Not another Don Draper joke: What exactly is general solicitation?

Tue Jul 16, 2013

Email a friend
  • To include more than one recipient, please seperate each email address with a semi-colon ';', to a maximum of 5 email addresses



Will firms believe they have too much to lose?


  John Puccio of Crowded Hour
 

By John Puccio

Now that the party on Madison Avenue is starting to wind down, perhaps it's a good time to take a sober look at what the SEC actually announced on July 10th.

Everyone is painfully aware of how long it has taken for the SEC to decide a final rule on lifting the general solicitation ban for most private security offerings. Frankly, new SEC chair Mary Jo White deserves the credit for getting done what Mary Schapiro refused to accomplish on her watch.

But what has been reported as done isn't necessarily the case.

While two final rules have been handed down (one lifting the ban and the other disqualifying "bad actors"), the detail surrounding amendments to Regulation D was only a rule proposal--one that comes with its own 60-day comment period.

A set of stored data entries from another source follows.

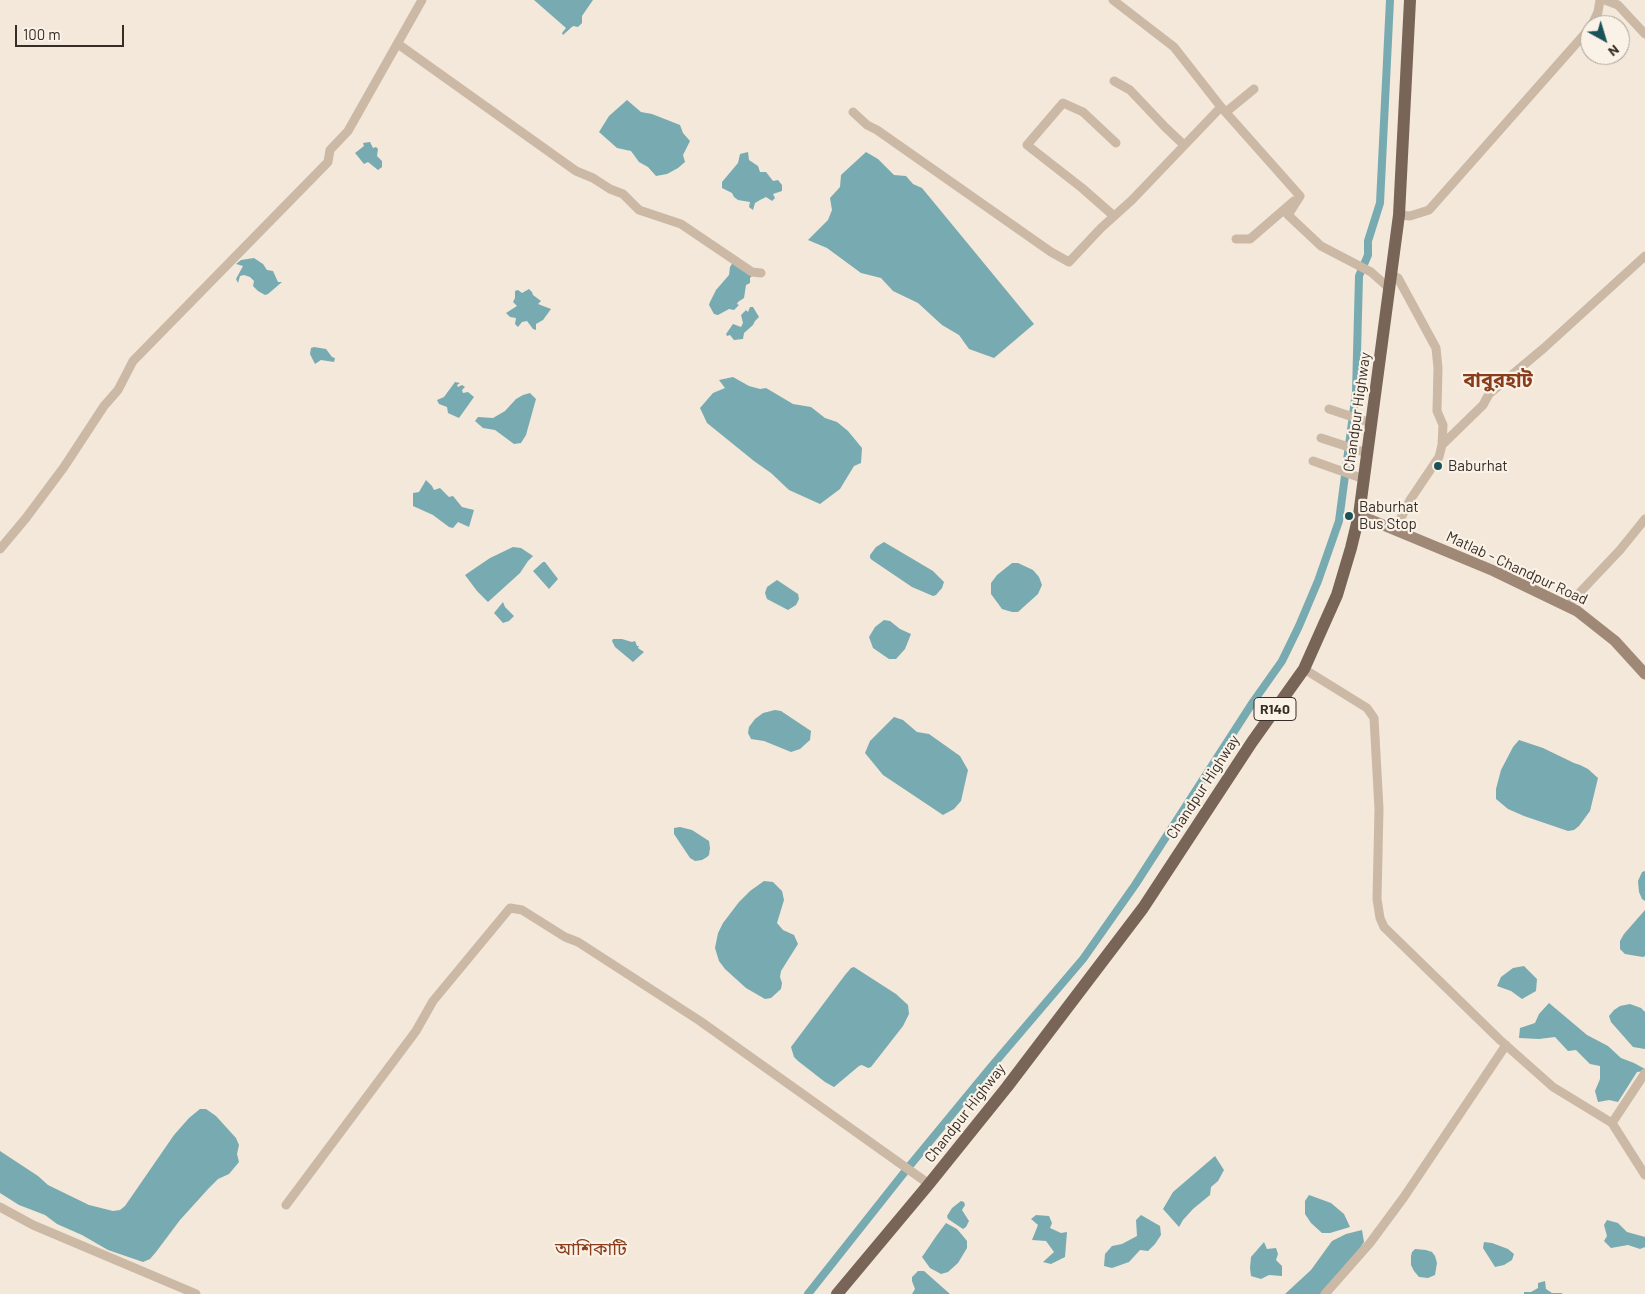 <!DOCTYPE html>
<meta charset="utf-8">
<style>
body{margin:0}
#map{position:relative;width:1645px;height:1294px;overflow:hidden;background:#f3e8da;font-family:Barlow,sans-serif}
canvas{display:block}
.north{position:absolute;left:1580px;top:15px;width:50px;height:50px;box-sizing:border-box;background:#faf2e6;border:1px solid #aca39a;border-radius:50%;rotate:141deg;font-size:14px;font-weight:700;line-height:20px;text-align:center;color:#372d27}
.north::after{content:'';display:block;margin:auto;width:18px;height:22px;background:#1b525a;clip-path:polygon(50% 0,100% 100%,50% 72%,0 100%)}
.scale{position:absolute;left:15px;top:25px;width:109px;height:22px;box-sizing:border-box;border:2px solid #372d27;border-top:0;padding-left:6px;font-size:15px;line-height:18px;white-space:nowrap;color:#372d27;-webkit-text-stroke:4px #faf2e6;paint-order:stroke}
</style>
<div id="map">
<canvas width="1645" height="1294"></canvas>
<div class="north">N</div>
<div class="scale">100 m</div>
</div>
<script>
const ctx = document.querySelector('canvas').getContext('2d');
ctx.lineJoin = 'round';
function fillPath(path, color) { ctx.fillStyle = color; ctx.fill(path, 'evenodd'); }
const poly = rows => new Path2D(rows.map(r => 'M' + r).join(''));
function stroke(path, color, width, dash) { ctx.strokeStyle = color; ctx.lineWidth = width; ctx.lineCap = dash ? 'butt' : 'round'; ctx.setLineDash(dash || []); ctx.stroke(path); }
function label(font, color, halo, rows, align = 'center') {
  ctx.font = font + ' Barlow,"Noto Sans Bengali",sans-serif'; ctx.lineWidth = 4.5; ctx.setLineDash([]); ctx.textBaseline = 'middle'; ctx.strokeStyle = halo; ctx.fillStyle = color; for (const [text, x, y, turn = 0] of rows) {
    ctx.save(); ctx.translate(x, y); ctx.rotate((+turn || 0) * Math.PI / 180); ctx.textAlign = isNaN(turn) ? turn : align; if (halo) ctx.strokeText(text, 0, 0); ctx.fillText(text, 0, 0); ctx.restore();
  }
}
fillPath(poly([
 [534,0,593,0,582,16,582,23,578,27,573,26,563,35,562,33,566,28],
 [627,100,641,112,652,114,680,125,683,133,690,141,683,155,685,162,678,168,667,174,656,176,648,167,639,162,631,151,617,148,599,132,609,116],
 [370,142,373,148,376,147,378,149,377,156,382,161,382,167,378,170,368,162,364,164,355,153,364,146,363,143],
 [748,152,749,160,758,166,760,172,766,172,773,181,778,180,782,185,782,191,773,194,775,198,772,201,766,197,760,200,755,203,753,210,749,207,750,202,738,200,734,197,732,193,722,188,722,182,738,163,740,154],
 [866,152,878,159,894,175,906,176,913,184,922,188,1034,324,994,358,969,349,959,335,942,325,918,303,893,291,881,278,861,273,827,248,808,240,828,220,832,210,830,198,840,187,841,175],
 [254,258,263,264,267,270,273,271,278,282,282,282,268,294,265,295,258,291,253,286,254,281,250,277,244,275,240,276,238,283,236,279,243,266,236,264,241,260],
 [733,262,752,276,750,278,750,283,746,285,744,298,738,302,737,304,739,305,734,310,729,309,718,315,714,314,709,305,710,302,716,290,729,275,730,267],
 [529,289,532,292,533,295,541,301,538,304,551,309,543,320,536,324,536,330,533,329,527,321,522,322,518,327,515,324,516,318,510,317,506,313,517,306,513,302,515,298,515,291,518,290,522,293],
 [750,307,753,307,759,317,755,321,753,325,744,333,743,339,734,340,730,335,727,336,726,334,733,324,741,327,743,323,741,315,746,310,748,312],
 [314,347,326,349,332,357,335,358,334,362,321,360,315,364,310,354,311,348],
 [733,377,749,386,760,389,766,388,793,404,811,407,825,418,837,422,848,431,862,448,861,463,854,466,840,489,820,504,789,490,771,473,754,461,707,423,700,408,713,393,725,388,719,380],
 [455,382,460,383,457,385,458,387,462,385,465,387,462,390,463,393,468,392,474,397,459,418,448,413,447,407,439,404,437,400,444,397],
 [530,393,536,399,526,435,521,443,514,444,495,430,483,428,475,421,478,417,493,418,505,411,516,399,523,395],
 [426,480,432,486,434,490,440,488,449,497,453,496,462,507,474,510,469,527,458,522,453,528,449,527,433,515,413,506,413,493,419,492],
 [884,542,933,571,944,582,942,588,936,595,933,596,912,587,872,560,870,558,870,555,876,547],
 [513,547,521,548,533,556,528,561,520,573,488,602,477,591,465,575,490,558],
 [543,562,545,562,558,579,549,589,533,571],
 [1012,563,1018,563,1033,570,1039,577,1042,585,1038,594,1018,612,1012,612,1002,609,991,594,991,583,997,575],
 [777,580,798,594,799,599,796,605,788,610,767,599,765,593,767,587],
 [503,602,505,607,514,616,509,621,503,623,494,613],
 [884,620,890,621,900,629,911,634,905,649,896,659,889,659,873,648,869,637,875,627],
 [613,639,622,639,632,642,635,641,637,646,639,646,638,648,644,652,633,662,615,647,612,641],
 [775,710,781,711,811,731,810,740,800,749,791,752,764,741,751,739,748,733,749,727,755,719,763,713],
 [894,717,903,720,917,732,929,734,960,756,968,770,961,801,954,809,943,815,883,775,865,753,870,741],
 [1519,740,1543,748,1574,763,1580,765,1588,769,1598,778,1590,811,1579,826,1574,830,1568,831,1524,816,1508,809,1496,799,1496,789,1501,770,1513,747],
 [680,827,692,830,709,841,710,848,709,855,707,857,702,860,695,861,690,858,674,834,674,828],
 [1645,871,1645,901,1642,899,1639,892,1638,881,1642,872],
 [764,881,773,882,782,891,784,900,777,923,783,930,794,935,798,944,781,971,780,977,782,983,781,989,771,998,765,999,746,988,725,969,719,961,715,948,718,933,723,923,739,902,750,891],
 [1645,910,1645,956,1643,957,1625,954,1620,949,1620,941,1624,934],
 [1524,966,1537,979,1536,991,1522,999,1511,991,1497,986,1501,977,1513,968],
 [854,967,896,994,908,1005,909,1014,903,1026,871,1067,868,1068,862,1065,859,1066,834,1087,825,1082,798,1061,794,1057,791,1047,845,975,851,968],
 [1549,1003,1587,1035,1608,1046,1621,1058,1634,1063,1645,1069,1645,1071,1637,1072,1618,1102,1609,1100,1598,1102,1595,1091,1600,1079,1600,1066,1590,1064,1576,1050,1568,1051,1555,1037,1539,1039,1519,1038,1520,1028,1535,1023,1539,1014],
 [1630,1004,1641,1008,1645,1012,1645,1049,1633,1047,1611,1022,1609,1016,1614,1010,1620,1006],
 [200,1109,206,1109,216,1116,236,1138,239,1145,237,1154,239,1162,229,1174,218,1179,209,1188,180,1220,156,1252,150,1259,143,1262,108,1250,82,1235,57,1224,45,1215,19,1205,0,1193,0,1151,38,1176,48,1185,89,1205,113,1211,120,1210,125,1206,174,1135,189,1118],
 [1215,1156,1224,1170,1218,1181,1211,1187,1210,1195,1193,1209,1183,1220,1179,1227,1163,1209,1173,1192],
 [1309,1195,1331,1203,1344,1214,1350,1227,1330,1233,1322,1233,1311,1223,1305,1214,1305,1201],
 [961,1201,964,1202,965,1205,962,1210,969,1221,966,1227,963,1229,948,1219,947,1216,952,1208],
 [1036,1215,1049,1216,1052,1223,1050,1228,1061,1233,1067,1232,1065,1257,1051,1264,1043,1262,1054,1252,1046,1241,1032,1240,1038,1225,1031,1219],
 [1141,1215,1160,1226,1161,1235,1155,1244,1148,1251,1140,1250,1129,1262,1112,1268,1104,1266,1105,1254,1112,1246,1122,1244,1137,1236,1136,1220],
 [1607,1220,1618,1223,1627,1232,1645,1237,1645,1247,1640,1249,1628,1245,1611,1248,1604,1241,1607,1236,1604,1225],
 [946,1223,957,1229,963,1236,967,1241,967,1248,958,1263,948,1272,941,1274,930,1268,922,1257,937,1235],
 [1362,1230,1364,1242,1350,1263,1322,1294,1285,1294,1311,1270,1332,1241,1346,1234],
 [1264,1242,1267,1249,1276,1248,1278,1254,1276,1260,1282,1266,1282,1276,1269,1275,1261,1279,1251,1276,1250,1268,1251,1257],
 [1484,1242,1492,1243,1508,1249,1514,1254,1512,1260,1504,1265,1495,1267,1483,1248],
 [1415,1249,1426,1250,1432,1252,1435,1256,1437,1263,1435,1275,1428,1278,1419,1277,1414,1271,1411,1265,1411,1256,1412,1252],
 [918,1271,924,1271,950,1294,912,1294,915,1289,912,1281,912,1277],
 [1545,1281,1546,1289,1552,1293,1561,1293,1563,1294,1524,1294,1524,1292,1531,1292,1538,1288,1538,1283]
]), '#77abb1');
stroke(poly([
 [808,1294,907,1169,991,1067,1083,959,1135,885,1253,702,1282,661,1299,626,1318,581,1339,521,1356,392,1359,276,1368,255,1368,241,1380,203,1390,0]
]), '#77abb1', 8);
stroke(poly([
 [1113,0,1174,47,1221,107,1300,196,1288,215,1321,246,1371,272,1390,289],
 [1605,0,1618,5,1645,34],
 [1592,25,1598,12,1600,0],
 [398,44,576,171,593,178,610,189,623,194,639,210,681,224,752,272,761,273],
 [1114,81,1130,90,1165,127,1184,145],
 [853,112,867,125,877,130,1051,252,1069,262,1101,228,1132,200,1221,107],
 [1226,112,1254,89],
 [1399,215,1410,216,1429,210,1590,28],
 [1114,216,1082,188,1027,145,1063,103,1083,112,1116,143],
 [1236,239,1250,239,1294,201],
 [1392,275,1398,278,1436,348,1438,368,1437,411,1443,425,1442,445,1439,457,1410,500,1395,530],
 [1329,409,1371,423],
 [1321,438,1367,453],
 [1442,445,1483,405,1489,394,1544,348,1645,256],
 [1313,461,1364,479],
 [0,549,26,518,64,467,104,406,118,390,133,361,328,162,330,150,348,131,422,0],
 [1567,606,1620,550,1645,519],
 [1304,669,1367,708,1374,718,1379,809,1377,899,1380,918,1384,927,1500,1040,1553,1087,1612,1123,1645,1175],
 [1612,1123,1645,1073],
 [286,1205,416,1031,433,1001,510,908,522,910,565,937,578,942,700,1021,929,1184],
 [0,1207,33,1225,196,1294],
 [1325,1294,1370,1243,1404,1197,1506,1045]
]), '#cbb9a5', 9);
stroke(poly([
 [1359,515,1494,571,1577,611,1615,641,1645,674]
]), '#9f8876', 11);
stroke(poly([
 [837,1294,929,1184,1007,1087,1143,908,1252,742,1304,669,1337,595,1351,548,1359,515,1399,215,1410,0]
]), '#796557', 12);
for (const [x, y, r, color] of [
 [1438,466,5,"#1b525a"],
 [1349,516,5,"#1b525a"]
]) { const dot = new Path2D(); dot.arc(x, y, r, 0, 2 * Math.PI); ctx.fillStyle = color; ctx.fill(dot); stroke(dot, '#faf2e6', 2); }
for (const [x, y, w] of [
 [1275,709,42]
]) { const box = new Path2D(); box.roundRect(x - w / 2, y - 11.5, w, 23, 4); ctx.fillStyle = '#faf2e6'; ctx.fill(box); stroke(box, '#372d27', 1); }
label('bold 14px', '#372d27', null, [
 ["R140",1275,709]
]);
label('15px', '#372d27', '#faf2e6', [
 ["Chandpur Highway",1357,412,-82],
 ["Matlab - Chandpur Road",1517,568,25],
 ["Chandpur Highway",1203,787,-57],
 ["Chandpur Highway",965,1113,-52]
]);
label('15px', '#372d27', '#faf2e6', [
 ["Baburhat",1448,466],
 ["Baburhat",1359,507],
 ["Bus Stop",1359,524]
], 'left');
label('18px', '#893d1c', '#faf2e6', [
 ["আশিকাটি",591,1249]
]);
label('bold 20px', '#893d1c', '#faf2e6', [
 ["বাবুরহাট",1498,380]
]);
</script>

This is not an insignificant point. While most of the debate around lifting the bans on general advertising and general solicitation have focused on measures to protect against fraud and verifying accredited investors, the SEC has yet to provide much guidance on how hedge funds and private equity firms are to actually communicate in this new world order.

Much of the potential confusion is directly related to the fact that the SEC has never actually defined "general advertising" or "general solicitation." The interpretation of what constitutes general solicitation, and practices to implement that interpretation, can vary widely from firm to firm and among compliance, legal, marketing and communications people within those businesses. The SEC has provided a few samples, and some other examples can be tracked down via no-action letters, but at no time during this JOBS Act process have they offered a more comprehensive view on what tactics encompass the term.

Previously, a catchall like "general solicitation" deterred any and all activity. But with a green light ahead, and given the fact that firms could be employing modern communication methods, much more attention needs to be paid to: 1. What will be permitted, 2. What will be monitored and/or submitted and 3. What, if anything, will still be prohibited.

In the current rule proposal on Regulation D amendments, guidance focuses almost exclusively on "written general solicitation materials," the legends and disclosures that will need to be included, and the process in which they need to be filed with the SEC. This would probably suffice if this was 1990, but in today's environment, controlled, written material only scratches the surface.

Almost entirely ignored was direction on verbal communication, indirect communication via media outlets (broadcast, digital or published) where the final product is not under an issuer's control, and use of social media (which is often limited and incapable of including disclosure language).

While I do not think it is necessary or even prudent to request the SEC provide an exclusive definition of general solicitation (as communication platforms will continue to evolve quickly), a detailed, non-exclusive definition is required if we are to remove the haze of ambiguity. Without more clear-cut guidance, a far smaller percentage of firms will opt to participate in general solicitation, which would defeat much of the benefit the SEC has articulated.

Consistent with last year's rule proposal, firms will have a choice about participating in general solicitation. Without more understanding and guidance on the tactical rules of engagement, firms will certainly be hesitant to step forward for fear they have too much to lose. No one is going to risk non-compliance because of a tweet.

While part of the intent of the proposed rule is to level the playing field among issuers, as it is currently written, general solicitation will favor bigger firms with deeper resources and more robust marketing capabilities. They are the firms that have the budget to buy advertising space in top journals, sponsor events and cast as wide a net as possible. Smaller firms with limited budgets would likely lean more heavily on public relations (third-party press coverage) and social media efforts to get their word out. But without guidance, they will be reticent to make a mistake, and won't be able to compete.

The irony of such an outcome would be unfortunate.

The good news is that there is still time to bring clarity to the term "general solicitation." The burden of the details certainly will fall within the final rule on Regulation D amendments. During this sixty-day comment period, I recommend to those firms that believe they will do more than simply pay for advertising to join the discussion and provide commentary. Like the SEC's decision to provide a non-exclusive list of what constitutes an accredited investor, so too can they provide a better framework on what general solicitation encompasses and how the industry should engage in its deployment.

John Puccio is principal of Crowded Hour, a communications firm in New Jersey.